Prolog – Das Rauschen
Der Regen fiel in gleichmäßigen Tropfen auf das Dach des alten Hauses in Neufahrn bei München.
Drinnen saß Dschordschi, ein Stapel alter Perry-Rhodan-Hefte auf dem Schoß, ein dampfender Kräutertee daneben.
Er hörte das Prasseln – wie ein Rhythmus, den nur Eingeweihte hören konnten.
Ein Echo vergangener Zeiten. Oder ein Ruf?
Im Garten bewegte sich Madame Green Thumb vorsichtig zwischen den Beeten.
Die Blätter zitterten leicht – aber nicht vom Regen.
Es war, als wollten sie flüstern: „Es kommt etwas…“
Kapitel 1 – Die Anomalie
Es war Pixel, der sie fand: eine Datenanomalie in den Wetterdaten der letzten Woche.
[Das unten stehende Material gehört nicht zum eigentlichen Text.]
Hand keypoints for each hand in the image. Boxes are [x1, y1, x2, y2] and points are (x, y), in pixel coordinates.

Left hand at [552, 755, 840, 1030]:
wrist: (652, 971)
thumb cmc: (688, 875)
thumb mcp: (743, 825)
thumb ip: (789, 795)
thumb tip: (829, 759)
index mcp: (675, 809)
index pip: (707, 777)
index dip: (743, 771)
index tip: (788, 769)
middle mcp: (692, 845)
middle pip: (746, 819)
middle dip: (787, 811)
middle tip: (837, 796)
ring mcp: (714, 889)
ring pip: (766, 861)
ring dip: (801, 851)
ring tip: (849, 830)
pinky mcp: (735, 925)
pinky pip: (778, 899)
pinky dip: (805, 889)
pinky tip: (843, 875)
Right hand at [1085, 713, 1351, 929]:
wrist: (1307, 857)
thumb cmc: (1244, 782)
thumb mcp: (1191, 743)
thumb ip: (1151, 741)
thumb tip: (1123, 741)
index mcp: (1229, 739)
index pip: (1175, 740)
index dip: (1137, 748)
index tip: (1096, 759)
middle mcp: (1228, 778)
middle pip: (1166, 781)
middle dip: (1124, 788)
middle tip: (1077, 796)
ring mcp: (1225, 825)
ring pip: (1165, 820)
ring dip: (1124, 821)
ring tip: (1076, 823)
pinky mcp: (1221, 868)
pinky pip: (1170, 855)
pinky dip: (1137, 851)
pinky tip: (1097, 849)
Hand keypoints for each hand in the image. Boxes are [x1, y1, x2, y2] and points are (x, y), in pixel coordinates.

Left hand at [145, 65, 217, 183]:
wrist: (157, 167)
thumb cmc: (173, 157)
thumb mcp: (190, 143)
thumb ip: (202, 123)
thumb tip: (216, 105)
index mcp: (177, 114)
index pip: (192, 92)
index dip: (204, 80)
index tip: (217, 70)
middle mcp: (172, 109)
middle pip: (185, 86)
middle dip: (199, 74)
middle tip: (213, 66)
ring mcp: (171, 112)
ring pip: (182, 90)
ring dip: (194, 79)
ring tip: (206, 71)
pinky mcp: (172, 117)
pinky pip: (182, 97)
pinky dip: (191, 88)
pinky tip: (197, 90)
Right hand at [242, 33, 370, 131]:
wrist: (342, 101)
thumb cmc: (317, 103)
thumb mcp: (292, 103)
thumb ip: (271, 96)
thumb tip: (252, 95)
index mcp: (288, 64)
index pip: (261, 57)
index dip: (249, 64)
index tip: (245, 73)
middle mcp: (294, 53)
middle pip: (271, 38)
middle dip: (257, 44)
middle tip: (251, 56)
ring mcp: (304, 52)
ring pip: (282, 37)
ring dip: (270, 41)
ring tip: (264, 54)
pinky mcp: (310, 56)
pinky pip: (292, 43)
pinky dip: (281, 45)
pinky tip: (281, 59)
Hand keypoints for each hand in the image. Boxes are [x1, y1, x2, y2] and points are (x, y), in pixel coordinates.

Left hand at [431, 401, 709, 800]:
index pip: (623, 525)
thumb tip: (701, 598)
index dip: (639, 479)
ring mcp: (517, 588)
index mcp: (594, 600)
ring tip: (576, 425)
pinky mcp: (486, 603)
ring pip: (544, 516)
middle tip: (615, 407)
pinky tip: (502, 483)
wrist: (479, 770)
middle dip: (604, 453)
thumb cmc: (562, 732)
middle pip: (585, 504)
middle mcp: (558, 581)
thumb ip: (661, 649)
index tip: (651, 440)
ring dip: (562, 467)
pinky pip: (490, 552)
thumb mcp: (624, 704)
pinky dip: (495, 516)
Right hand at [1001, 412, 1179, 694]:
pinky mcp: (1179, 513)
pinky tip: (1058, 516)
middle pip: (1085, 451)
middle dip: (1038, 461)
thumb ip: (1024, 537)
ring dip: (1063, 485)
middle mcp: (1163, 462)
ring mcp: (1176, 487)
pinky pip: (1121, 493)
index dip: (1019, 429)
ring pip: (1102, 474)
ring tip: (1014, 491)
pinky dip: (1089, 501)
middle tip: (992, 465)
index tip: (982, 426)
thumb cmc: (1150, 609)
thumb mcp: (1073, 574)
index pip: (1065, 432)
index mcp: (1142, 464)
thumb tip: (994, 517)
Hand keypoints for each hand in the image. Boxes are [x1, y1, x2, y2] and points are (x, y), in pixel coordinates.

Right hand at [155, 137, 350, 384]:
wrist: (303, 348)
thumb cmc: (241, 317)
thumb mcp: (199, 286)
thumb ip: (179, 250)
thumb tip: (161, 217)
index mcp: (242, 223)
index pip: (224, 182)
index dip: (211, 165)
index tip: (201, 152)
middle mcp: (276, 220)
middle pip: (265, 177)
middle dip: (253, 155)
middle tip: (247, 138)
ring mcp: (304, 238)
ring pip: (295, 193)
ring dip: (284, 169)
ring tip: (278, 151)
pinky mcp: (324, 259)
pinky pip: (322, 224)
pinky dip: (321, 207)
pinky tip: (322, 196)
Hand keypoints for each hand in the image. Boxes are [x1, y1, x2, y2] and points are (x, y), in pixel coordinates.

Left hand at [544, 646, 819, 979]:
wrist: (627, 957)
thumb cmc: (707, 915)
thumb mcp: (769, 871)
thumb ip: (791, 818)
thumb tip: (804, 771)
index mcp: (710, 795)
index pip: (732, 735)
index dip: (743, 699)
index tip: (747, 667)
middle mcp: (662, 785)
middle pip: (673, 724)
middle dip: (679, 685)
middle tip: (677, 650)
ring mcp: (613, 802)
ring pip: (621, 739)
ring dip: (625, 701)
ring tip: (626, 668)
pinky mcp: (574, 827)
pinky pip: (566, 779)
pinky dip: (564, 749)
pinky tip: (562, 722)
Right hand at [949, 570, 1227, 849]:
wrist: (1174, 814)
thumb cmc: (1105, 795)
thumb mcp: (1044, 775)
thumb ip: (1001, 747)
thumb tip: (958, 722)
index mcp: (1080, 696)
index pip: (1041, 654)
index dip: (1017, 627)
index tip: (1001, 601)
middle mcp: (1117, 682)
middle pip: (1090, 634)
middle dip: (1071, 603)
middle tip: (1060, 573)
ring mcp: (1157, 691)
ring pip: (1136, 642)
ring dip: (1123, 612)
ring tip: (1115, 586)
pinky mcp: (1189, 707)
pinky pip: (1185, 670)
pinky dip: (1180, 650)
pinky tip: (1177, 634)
„Papa, schau! Die Luftdruckwerte tanzen wie ein Morsecode. Und sie wiederholen sich alle 173 Minuten exakt gleich.“
Dschordschi sah sich das Muster an – und sein Bauchgefühl sagte: Das ist kein Fehler.
Gemeinsam mit Lunara hackte er sich in einen verlassenen Satellitenserver, den einst ein Universitätsprojekt betrieben hatte.
Dort fanden sie die Ursprungssignatur – tief kodiert, mit veralteter Verschlüsselung, aber einer klaren Kennung:
CHRONO-9X – Archivierungseinheit, aktiv seit 2127 n. Z.
„Zeitspeicher stabil – Suche nach Primärziel läuft…“
Kapitel 2 – Der Auftrag
Madame Green Thumb legte ihre Hand auf einen Ahornstamm.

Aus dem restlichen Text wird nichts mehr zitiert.